ChangeCamp is a free participatory web-enabled face-to-face event that brings together citizens, technologists, designers, academics, policy wonks, political players, change-makers and government employees to answer one question: How do we re-imagine government and governance in the age of participation?
What is ChangeCamp? It is the application of “the long tail” to public policy.
It is a long held and false assumption that ordinary citizens don’t care about public policy. The statement isn’t, in of itself, false. Many, many, many people truly don’t care that much. They want to live their lives focusing on other things – pursuing other hobbies or interests – but there are many of us who do care. Public policy geeks, fans, followers, advocates, etc… we are everywhere, we’ve just been hidden in a long tail that saw the market place and capacity for developing and delivering public policy restricted to a few large institutions. The single most important lesson I learnt from my time with Canada25 is that it doesn’t have to be that way.
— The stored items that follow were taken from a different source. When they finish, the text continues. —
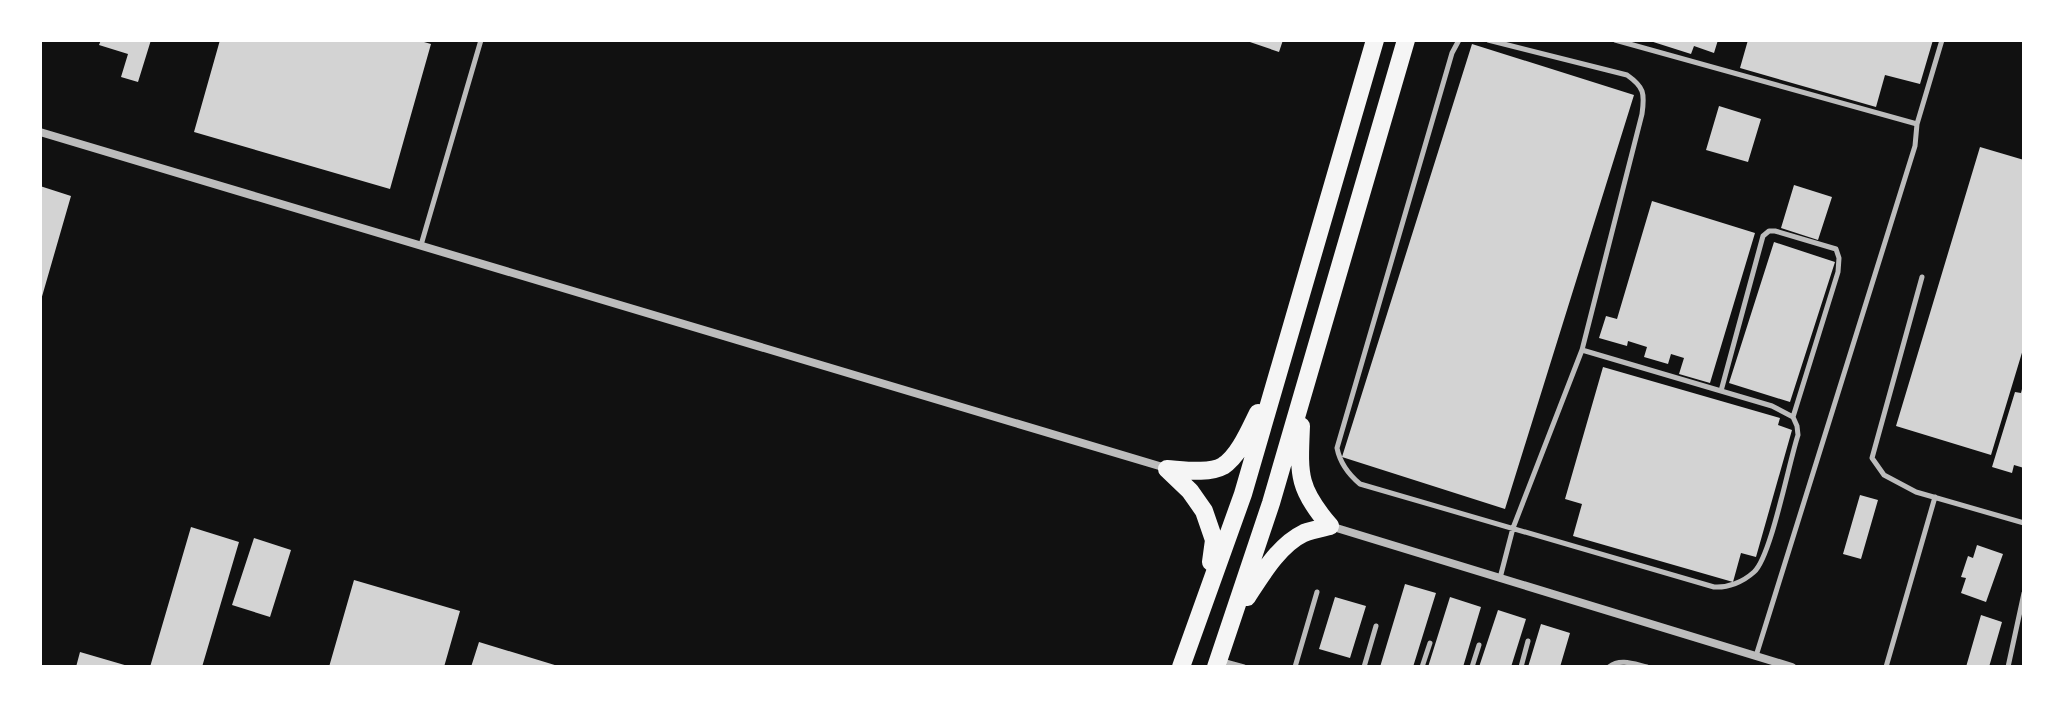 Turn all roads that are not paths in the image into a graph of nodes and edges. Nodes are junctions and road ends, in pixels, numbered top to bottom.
1 (481, 40) edge
2 (1375, 40) edge
3 (1406, 40) edge
4 (1459, 40) edge
5 (1488, 40) edge
6 (1615, 40) edge
7 (1942, 40) edge
8 (1917, 124) junction
9 (40, 132) edge
10 (421, 245) junction
11 (1922, 277) dead end
12 (1582, 350) junction
13 (1279, 373) junction
14 (1303, 391) junction
15 (1721, 391) junction
16 (1793, 417) junction
17 (1167, 469) junction
18 (1935, 497) junction
19 (2024, 523) edge
20 (1330, 526) junction
21 (1513, 528) junction
22 (1500, 578) junction
23 (1317, 592) dead end
24 (2024, 593) edge
25 (1206, 594) junction
26 (1232, 620) junction
27 (1376, 626) dead end
28 (1528, 641) dead end
29 (1430, 643) dead end
30 (1479, 645) dead end
31 (1756, 656) junction
32 (1217, 663) edge
33 (1181, 667) edge
34 (1244, 667) edge
35 (1295, 667) edge
36 (1364, 667) edge
37 (1422, 667) edge
38 (1472, 667) edge
39 (1521, 667) edge
40 (1609, 667) edge
41 (1647, 667) edge
42 (1792, 667) edge
43 (1886, 667) edge
44 (2008, 667) edge

1 - 10 lane
2 - 13 highway
3 - 14 highway
4 - 21 lane
5 - 12 lane
6 - 8 lane
7 - 8 lane
8 - 31 lane
9 - 10 street
10 - 17 street
11 - 18 lane
12 - 15 lane
12 - 21 lane
13 - 17 highway
13 - 25 highway
14 - 20 highway
14 - 26 highway
15 - 16 lane
15 - 16 lane
16 - 21 lane
17 - 25 highway
18 - 19 lane
18 - 43 lane
20 - 22 street
20 - 26 highway
21 - 22 lane
22 - 31 street
23 - 35 lane
24 - 44 lane
25 - 33 highway
26 - 32 highway
27 - 36 lane
28 - 39 lane
29 - 37 lane
30 - 38 lane
31 - 42 street
32 - 34 lane
40 - 41 lane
Did Canada25 get a new generation of Canadians, aged 20-35 engaged in public policy? I don’t know.
What I do know is, that at the very minimum, we harnessed and enormous, dispersed desire of many Canadians to participate in, and help shape, the public policy debates affecting the country. Most importantly, we did this by doing three things:
- we aggregated together the people who cared about public policy, we gave them peers, friends and a sense of community.
- we provided a vehicle through which to channel their energy
- by combining 1 and 2, and by using simple technology and a low cost approach – we dramatically lowered the barriers (and csots) to entry for credible participating in these national debates
Today, the technology to enable and aggregate people their ideas, to connect them with peers and to create community, is still more powerful. Our capacity to challenge, push, help, cooperate, leverage and compete with the large institutional public policy actors has never been greater. This, for me, is the goal of ChangeCamp. What concrete tools can we build, what information can we demand be opened up, what new relationships can we build to re-imagine how we – the citizens who care – participate in the creation of public policy and the effective delivery of public services. Not to compete or replace the traditional institutional actors, but to ensure more and better ideas are heard and increasingly effective and efficient services are created.
Individually, none of us may have the collective power of a government ministry or even the resources of most think tanks. But collectively, linked together by technology and powered by our energy and spare capital, the long tail of policy geeks and ordinary citizens is bigger, nimbler, more creative and faster than anything else. Do I know that the long tail of policy can be set free? No. But ChangeCamp seems like a fun place to start experimenting, brainstorming and sharing ways we can make this country better.